_DATA SUPPLIED_
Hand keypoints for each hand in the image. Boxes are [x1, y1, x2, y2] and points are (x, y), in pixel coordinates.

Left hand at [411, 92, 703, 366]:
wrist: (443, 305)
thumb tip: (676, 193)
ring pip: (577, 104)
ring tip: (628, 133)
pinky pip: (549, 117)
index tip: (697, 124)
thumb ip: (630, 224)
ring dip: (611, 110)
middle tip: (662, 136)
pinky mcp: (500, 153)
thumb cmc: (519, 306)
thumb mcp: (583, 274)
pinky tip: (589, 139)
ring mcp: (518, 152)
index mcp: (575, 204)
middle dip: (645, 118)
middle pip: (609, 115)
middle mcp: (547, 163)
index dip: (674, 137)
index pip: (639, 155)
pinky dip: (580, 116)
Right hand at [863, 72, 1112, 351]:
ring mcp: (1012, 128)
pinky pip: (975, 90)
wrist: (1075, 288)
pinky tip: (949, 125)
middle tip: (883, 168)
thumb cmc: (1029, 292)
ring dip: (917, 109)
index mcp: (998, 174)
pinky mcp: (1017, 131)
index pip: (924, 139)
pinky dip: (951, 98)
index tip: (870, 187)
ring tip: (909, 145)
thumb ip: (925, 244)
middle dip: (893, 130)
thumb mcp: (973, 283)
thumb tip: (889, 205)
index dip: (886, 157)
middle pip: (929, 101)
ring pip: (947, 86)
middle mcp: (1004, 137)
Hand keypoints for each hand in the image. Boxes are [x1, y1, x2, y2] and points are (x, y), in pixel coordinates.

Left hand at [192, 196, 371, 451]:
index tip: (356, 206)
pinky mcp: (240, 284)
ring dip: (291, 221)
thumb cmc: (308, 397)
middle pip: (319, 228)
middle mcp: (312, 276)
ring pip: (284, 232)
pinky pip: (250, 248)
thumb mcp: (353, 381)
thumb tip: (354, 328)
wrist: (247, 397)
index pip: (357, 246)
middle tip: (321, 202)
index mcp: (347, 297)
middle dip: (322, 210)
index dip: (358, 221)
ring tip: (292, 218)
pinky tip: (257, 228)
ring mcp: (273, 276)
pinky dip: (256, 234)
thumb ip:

_YOUR OBJECTIVE_
Your task is to retype all of the lines above exactly.

_EXERCISE OUTPUT_
Hand keypoints for each hand in the image. Boxes are [x1, y1, x2, y2] and points are (x, y), in pixel coordinates.

Left hand at [411, 92, 703, 366]:
wrist: (443, 305)
thumb tip: (676, 193)
ring pip: (577, 104)
ring tip: (628, 133)
pinky pip: (549, 117)
index tip: (697, 124)
thumb ip: (630, 224)
ring dip: (611, 110)
middle tip: (662, 136)
pinky mcp: (500, 153)
thumb cmc: (519, 306)
thumb mcp: (583, 274)
pinky tip: (589, 139)
ring mcp: (518, 152)
index mcp: (575, 204)
middle dip: (645, 118)
middle pip: (609, 115)
middle mcp: (547, 163)
index dip: (674, 137)
index pip: (639, 155)
pinky dip: (580, 116)
Right hand at [863, 72, 1112, 351]:
ring mcp: (1012, 128)
pinky pip: (975, 90)
wrist: (1075, 288)
pinky tip: (949, 125)
middle tip: (883, 168)
thumb cmc: (1029, 292)
ring dip: (917, 109)
index mcp: (998, 174)
pinky mcp: (1017, 131)
index pip: (924, 139)
pinky dip: (951, 98)
index tip: (870, 187)
ring tip: (909, 145)
thumb ip: (925, 244)
middle dip: (893, 130)
thumb mcp: (973, 283)
thumb tip: (889, 205)
index dip: (886, 157)
middle pip: (929, 101)
ring pip: (947, 86)
middle mcp: (1004, 137)
Hand keypoints for each hand in the image. Boxes are [x1, y1, x2, y2] and points are (x, y), in pixel coordinates.

Left hand at [192, 196, 371, 451]:
index tip: (356, 206)
pinky mcp: (240, 284)
ring dip: (291, 221)
thumb cmc: (308, 397)
middle pip: (319, 228)
middle mcp: (312, 276)
ring pip: (284, 232)
pinky pip: (250, 248)
thumb mcp: (353, 381)
thumb tip: (354, 328)
wrist: (247, 397)
index pip: (357, 246)
middle tip: (321, 202)
index mcp: (347, 297)
middle dip: (322, 210)
index dip: (358, 221)
ring tip: (292, 218)
pinky tip: (257, 228)
ring mcp: (273, 276)
pinky dip: (256, 234)
thumb ip:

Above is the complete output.